Ao Estadão, a Anvisa informou que as reações adversas mais comuns do medicamento são relacionadas à infusão, que pode causar febre e sintomas semelhantes aos da gripe, além de dor de cabeça e ARIA — na nota, a agência citou os dados destacados também pela EMA.
Como acontece com qualquer medicamento, a Anvisa irá monitorar a segurança e a efetividade do donanemabe sob rigorosa análise. Serão implementadas atividades de minimização de risco para o donanemabe em conformidade com Plano de Minimização de Riscos aprovado.
O medicamento ainda precisa passar pelo processo de precificação junto à Câmara de Regulação do Mercado de Medicamentos (CMED), da Anvisa. A Lilly informou que ainda não há data definida para a comercialização do Kinsula no Brasil.
Sem euforia
A geriatra Claudia Kimie Suemoto, professora da Faculdade de Medicina da Universidade de São Paulo (FMUSP), avalia que a aprovação é uma notícia boa, no entanto, destaca que está longe de justificar uma euforia. Isso porque, considerando todos os poréns envolvidos na indicação, poucos pacientes devem se beneficiar. “No final, quando você selecionar os pacientes que realmente têm doença de Alzheimer e que são elegíveis a tomar a droga, vai sobrar pouca gente.

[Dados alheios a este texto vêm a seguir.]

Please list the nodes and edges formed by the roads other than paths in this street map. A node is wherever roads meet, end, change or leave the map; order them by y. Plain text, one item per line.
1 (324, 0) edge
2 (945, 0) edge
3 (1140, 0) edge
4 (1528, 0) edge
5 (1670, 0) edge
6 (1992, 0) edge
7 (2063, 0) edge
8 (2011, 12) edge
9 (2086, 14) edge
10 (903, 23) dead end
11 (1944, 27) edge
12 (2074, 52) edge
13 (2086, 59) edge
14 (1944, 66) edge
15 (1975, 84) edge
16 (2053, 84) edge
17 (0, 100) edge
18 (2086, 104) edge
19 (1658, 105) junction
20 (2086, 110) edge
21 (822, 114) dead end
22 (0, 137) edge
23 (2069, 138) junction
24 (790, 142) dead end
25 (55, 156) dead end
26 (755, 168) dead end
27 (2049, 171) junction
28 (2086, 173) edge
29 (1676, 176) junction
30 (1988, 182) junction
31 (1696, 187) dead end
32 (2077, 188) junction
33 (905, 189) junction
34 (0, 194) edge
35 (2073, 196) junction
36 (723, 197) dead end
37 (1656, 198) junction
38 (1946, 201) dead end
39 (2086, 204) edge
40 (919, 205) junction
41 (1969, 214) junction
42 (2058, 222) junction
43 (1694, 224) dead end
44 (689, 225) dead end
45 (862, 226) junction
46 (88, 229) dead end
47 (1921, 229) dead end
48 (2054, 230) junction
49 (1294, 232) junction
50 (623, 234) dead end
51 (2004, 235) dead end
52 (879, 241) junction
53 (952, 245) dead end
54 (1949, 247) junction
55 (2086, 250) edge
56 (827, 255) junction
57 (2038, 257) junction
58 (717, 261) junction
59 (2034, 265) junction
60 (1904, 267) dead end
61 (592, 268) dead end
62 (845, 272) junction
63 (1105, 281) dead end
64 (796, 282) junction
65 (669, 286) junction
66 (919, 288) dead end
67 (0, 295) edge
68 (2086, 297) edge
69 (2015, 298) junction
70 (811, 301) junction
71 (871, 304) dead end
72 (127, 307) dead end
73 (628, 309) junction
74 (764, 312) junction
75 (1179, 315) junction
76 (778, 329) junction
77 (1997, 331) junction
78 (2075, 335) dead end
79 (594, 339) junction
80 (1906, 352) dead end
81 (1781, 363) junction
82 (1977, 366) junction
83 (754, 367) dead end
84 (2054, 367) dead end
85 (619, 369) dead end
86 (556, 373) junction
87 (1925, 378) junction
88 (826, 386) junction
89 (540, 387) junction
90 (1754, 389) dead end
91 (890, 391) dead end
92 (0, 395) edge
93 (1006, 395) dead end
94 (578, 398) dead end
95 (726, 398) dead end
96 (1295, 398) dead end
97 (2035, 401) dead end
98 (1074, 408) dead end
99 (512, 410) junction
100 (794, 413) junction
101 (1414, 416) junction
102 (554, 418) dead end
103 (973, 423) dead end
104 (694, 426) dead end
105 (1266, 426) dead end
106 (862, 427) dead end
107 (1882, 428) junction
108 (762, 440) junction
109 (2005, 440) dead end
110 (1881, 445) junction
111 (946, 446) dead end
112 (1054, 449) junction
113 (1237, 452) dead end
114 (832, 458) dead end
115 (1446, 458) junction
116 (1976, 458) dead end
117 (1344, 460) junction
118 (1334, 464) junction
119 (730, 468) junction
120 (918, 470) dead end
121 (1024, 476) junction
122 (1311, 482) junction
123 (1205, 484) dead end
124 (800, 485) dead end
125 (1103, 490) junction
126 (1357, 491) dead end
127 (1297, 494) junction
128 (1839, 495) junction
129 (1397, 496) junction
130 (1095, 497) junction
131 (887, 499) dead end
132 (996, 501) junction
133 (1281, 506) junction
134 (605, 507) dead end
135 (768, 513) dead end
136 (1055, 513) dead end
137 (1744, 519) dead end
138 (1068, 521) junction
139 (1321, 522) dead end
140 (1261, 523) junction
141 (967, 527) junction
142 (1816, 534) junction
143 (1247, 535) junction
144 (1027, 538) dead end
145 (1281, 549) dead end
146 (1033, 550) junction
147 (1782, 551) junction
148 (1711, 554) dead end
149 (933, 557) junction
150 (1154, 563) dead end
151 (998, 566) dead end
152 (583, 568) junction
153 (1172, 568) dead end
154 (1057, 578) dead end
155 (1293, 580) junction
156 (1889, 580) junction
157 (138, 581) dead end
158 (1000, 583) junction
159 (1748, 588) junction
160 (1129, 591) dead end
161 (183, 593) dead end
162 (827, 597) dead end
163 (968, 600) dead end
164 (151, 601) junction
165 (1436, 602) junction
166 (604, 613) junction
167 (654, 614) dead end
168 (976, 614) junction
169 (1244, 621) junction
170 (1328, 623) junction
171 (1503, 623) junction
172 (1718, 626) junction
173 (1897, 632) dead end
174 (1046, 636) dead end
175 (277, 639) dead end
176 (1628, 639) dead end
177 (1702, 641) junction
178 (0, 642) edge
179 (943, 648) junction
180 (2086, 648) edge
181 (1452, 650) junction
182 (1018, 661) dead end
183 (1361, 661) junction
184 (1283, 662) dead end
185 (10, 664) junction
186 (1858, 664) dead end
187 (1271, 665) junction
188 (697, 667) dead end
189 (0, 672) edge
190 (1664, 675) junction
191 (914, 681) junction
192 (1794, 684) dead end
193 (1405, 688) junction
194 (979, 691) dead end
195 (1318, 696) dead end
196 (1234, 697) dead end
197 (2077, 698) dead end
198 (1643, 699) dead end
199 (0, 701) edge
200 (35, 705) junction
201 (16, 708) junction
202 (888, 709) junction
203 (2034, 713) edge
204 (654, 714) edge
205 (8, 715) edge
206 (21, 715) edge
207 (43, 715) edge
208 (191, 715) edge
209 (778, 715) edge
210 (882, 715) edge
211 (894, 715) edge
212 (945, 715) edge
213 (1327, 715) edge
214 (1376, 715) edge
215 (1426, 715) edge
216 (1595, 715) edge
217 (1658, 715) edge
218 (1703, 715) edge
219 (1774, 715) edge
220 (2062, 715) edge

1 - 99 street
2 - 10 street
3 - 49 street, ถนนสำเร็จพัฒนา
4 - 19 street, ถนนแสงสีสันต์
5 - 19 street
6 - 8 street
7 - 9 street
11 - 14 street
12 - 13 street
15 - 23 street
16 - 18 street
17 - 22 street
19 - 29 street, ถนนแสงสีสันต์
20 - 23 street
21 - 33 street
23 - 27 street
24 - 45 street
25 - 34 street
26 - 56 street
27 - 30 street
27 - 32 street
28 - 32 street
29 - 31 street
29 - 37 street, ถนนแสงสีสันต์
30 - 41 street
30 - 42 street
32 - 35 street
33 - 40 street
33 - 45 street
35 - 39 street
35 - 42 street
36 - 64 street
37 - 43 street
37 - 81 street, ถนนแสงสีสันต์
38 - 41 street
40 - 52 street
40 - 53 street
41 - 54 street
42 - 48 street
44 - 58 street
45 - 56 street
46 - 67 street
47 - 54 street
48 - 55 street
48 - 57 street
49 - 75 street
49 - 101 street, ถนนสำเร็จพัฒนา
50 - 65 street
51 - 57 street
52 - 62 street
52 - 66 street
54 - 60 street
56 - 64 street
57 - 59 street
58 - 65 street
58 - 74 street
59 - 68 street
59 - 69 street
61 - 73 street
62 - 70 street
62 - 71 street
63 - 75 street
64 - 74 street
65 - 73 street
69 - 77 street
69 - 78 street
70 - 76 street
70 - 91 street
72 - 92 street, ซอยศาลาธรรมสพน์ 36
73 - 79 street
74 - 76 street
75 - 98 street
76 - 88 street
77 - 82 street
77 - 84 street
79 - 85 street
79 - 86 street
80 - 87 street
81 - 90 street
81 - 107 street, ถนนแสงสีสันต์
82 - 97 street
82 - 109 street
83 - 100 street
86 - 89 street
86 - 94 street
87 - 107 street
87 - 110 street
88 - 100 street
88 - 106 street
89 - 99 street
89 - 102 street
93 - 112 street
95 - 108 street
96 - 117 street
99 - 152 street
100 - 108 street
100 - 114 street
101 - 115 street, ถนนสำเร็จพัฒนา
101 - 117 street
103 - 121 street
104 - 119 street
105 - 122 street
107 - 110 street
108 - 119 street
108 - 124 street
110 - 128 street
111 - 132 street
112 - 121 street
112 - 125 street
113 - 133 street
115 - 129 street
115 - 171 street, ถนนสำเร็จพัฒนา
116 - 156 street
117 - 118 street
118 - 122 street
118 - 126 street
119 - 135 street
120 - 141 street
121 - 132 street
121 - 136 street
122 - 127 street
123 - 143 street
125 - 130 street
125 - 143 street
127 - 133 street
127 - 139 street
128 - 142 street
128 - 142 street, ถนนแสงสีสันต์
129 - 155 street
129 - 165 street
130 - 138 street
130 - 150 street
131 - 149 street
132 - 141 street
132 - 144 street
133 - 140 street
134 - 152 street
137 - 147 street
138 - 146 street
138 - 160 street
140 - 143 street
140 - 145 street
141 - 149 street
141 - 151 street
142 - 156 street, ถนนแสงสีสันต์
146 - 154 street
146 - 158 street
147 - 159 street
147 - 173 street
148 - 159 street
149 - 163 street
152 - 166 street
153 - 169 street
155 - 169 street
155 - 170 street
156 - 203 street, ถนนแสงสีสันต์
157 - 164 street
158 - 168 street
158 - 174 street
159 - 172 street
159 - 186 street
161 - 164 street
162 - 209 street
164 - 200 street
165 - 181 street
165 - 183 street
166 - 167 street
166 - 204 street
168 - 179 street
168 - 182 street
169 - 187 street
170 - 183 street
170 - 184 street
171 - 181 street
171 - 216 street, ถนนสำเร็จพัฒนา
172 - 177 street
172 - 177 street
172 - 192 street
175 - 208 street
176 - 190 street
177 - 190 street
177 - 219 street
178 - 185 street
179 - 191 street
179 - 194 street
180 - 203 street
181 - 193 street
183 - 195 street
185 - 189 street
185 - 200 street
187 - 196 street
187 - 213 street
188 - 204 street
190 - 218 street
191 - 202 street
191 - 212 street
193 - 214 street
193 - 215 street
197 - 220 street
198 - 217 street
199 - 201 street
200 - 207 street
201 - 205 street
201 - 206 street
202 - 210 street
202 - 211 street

É uma minoria”, diz. “E é muito importante que os pacientes sejam bem selecionados”, reforça.
De acordo com ela, nos estudos, a melhora dos pacientes do ponto de vista cognitivo e até mesmo funcional foi “muito modesta”. Mesmo assim, ela acredita que haja motivos para celebrar. “Temos que comemorar o avanço da ciência.”
Reconhecido internacionalmente por suas contribuições na pesquisa sobre o Alzheimer, o neurologista Ricardo Nitrini, por sua vez, lamenta a aprovação por parte da Anvisa e se diz muito preocupado.

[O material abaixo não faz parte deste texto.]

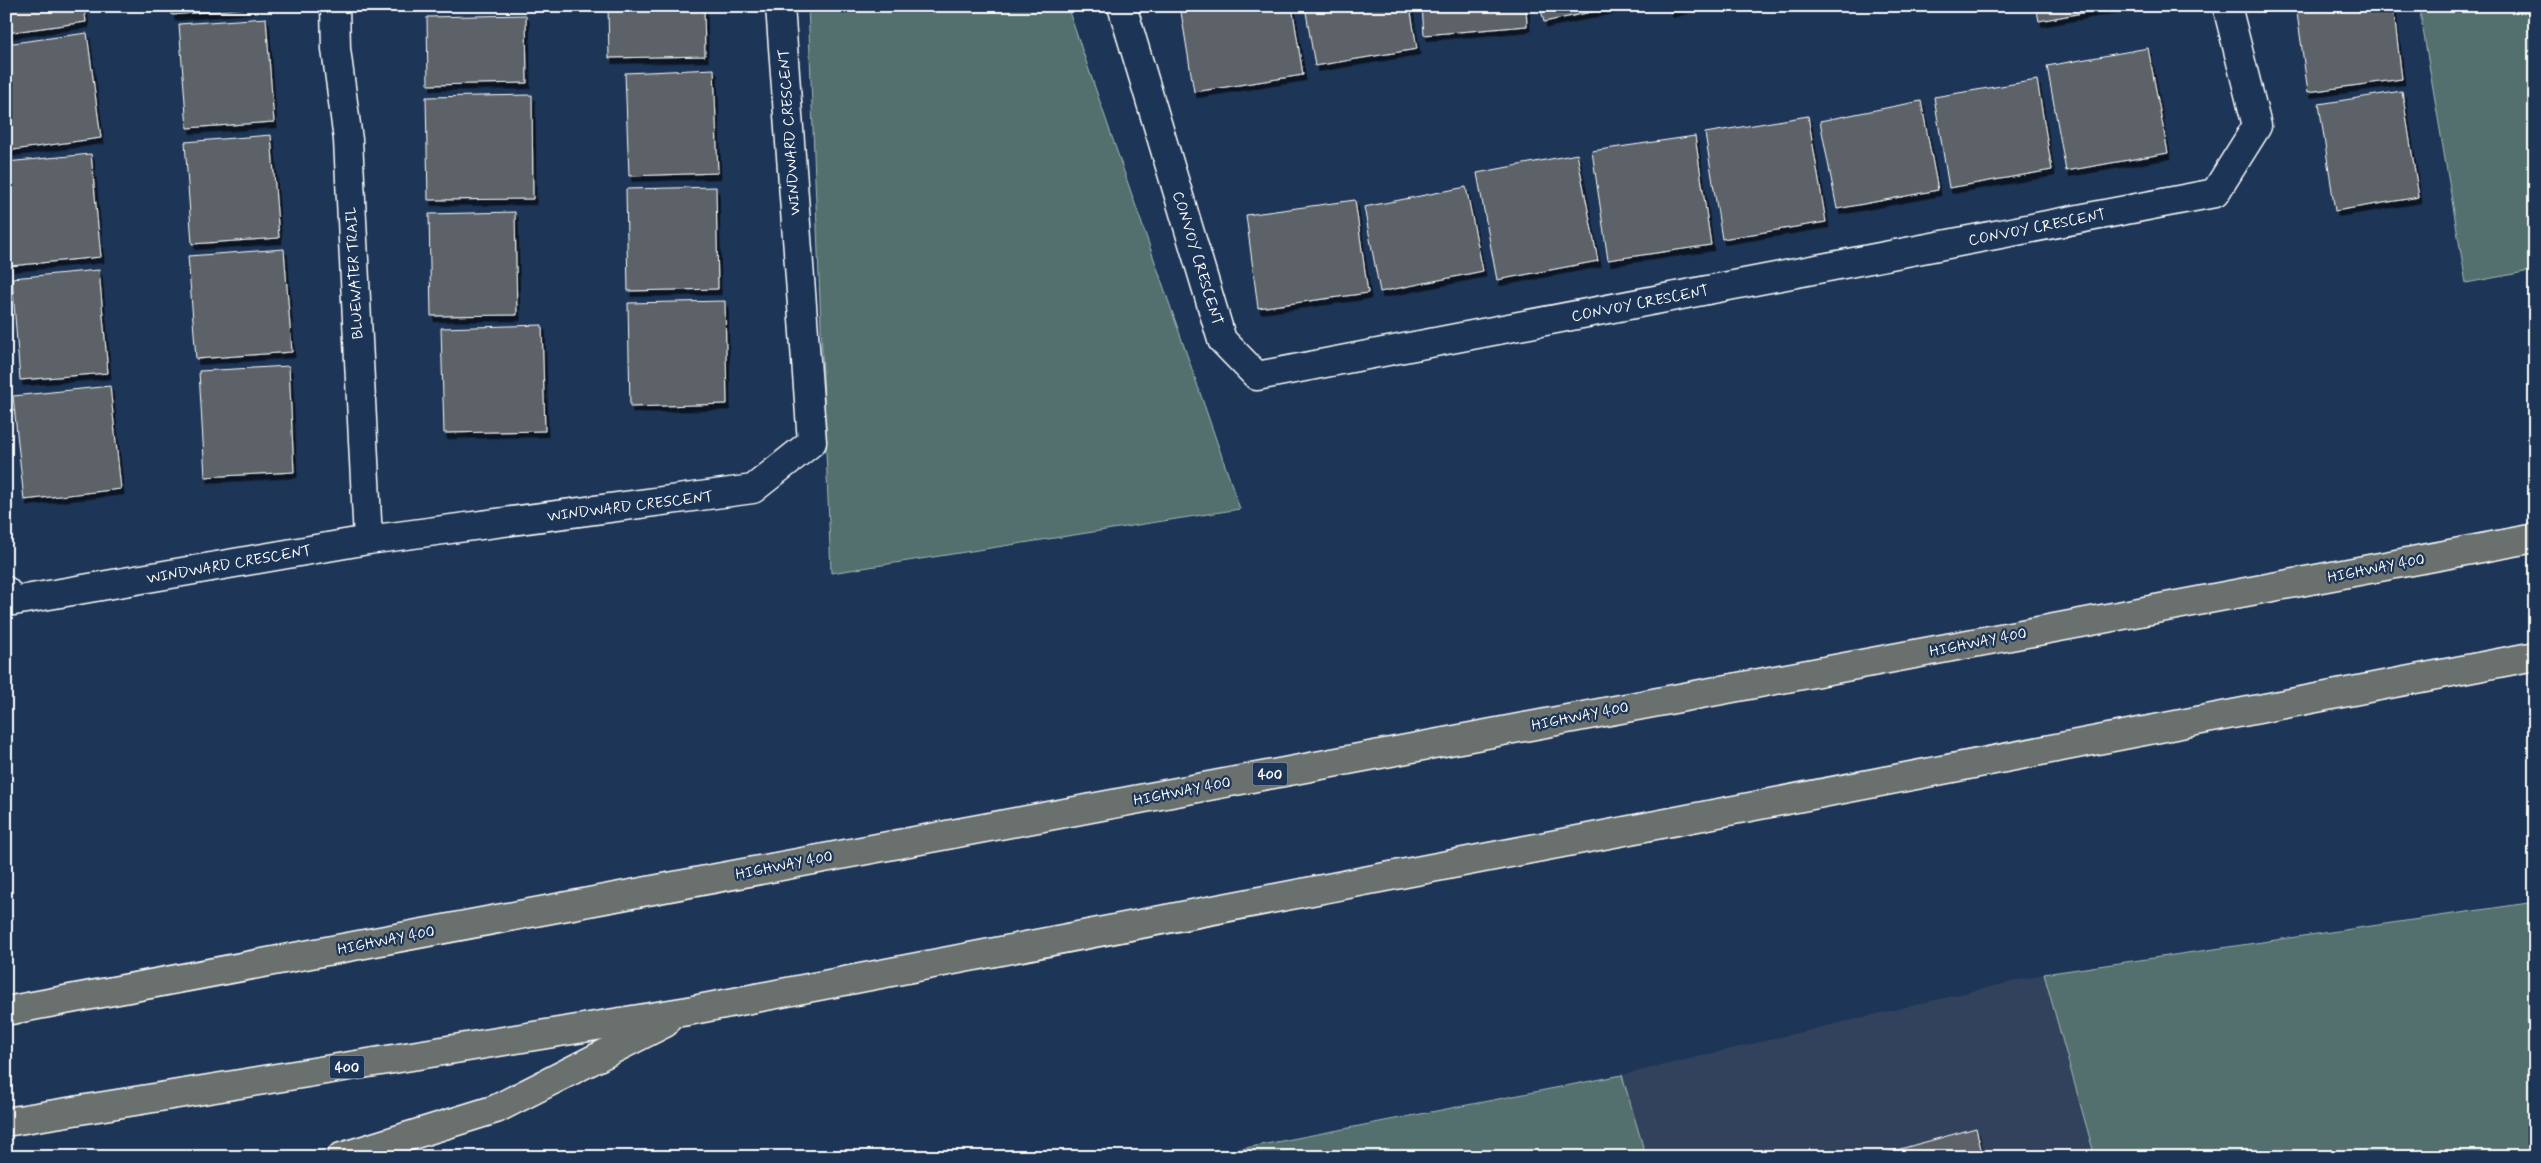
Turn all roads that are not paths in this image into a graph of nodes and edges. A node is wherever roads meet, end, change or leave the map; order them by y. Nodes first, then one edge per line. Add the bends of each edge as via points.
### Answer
1 (335, 6) edge
2 (780, 6) edge
3 (1122, 6) edge
4 (2227, 6) edge
5 (2535, 538) edge
6 (368, 540) junction
7 (6, 591) edge
8 (2535, 656) edge
9 (6, 1011) edge
10 (688, 1011) junction
11 (6, 1122) edge
12 (342, 1157) edge

1 - 6 street, BLUEWATER TRAIL via 336,49 348,140
2 - 6 street, WINDWARD CRESCENT via 812,442 753,489
3 - 4 street, CONVOY CRESCENT via 1222,340 1257,376 2215,193 2257,126
5 - 9 highway, HIGHWAY 400 / 400
6 - 7 street, WINDWARD CRESCENT via 14,601
8 - 10 highway, 400
10 - 11 highway, 400
10 - 12 highway via 496,1109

“O medicamento teve um efeito estatisticamente significativo (nas pesquisas). Mas não atingiu aquilo que seria o efeito clínico minimamente significativo, ou seja, que pudesse ser percebido pelo paciente, pelos familiares ou pelo médico”, avalia.
“É um remédio com muitos efeitos colaterais, alguns potencialmente graves. Isso preocupa de tal maneira que todo paciente que toma tem que ser monitorado com ressonâncias magnéticas frequentes, porque podem ocorrer eventos adversos. Não são comuns, mas podem acontecer efeitos até fatais”, completa.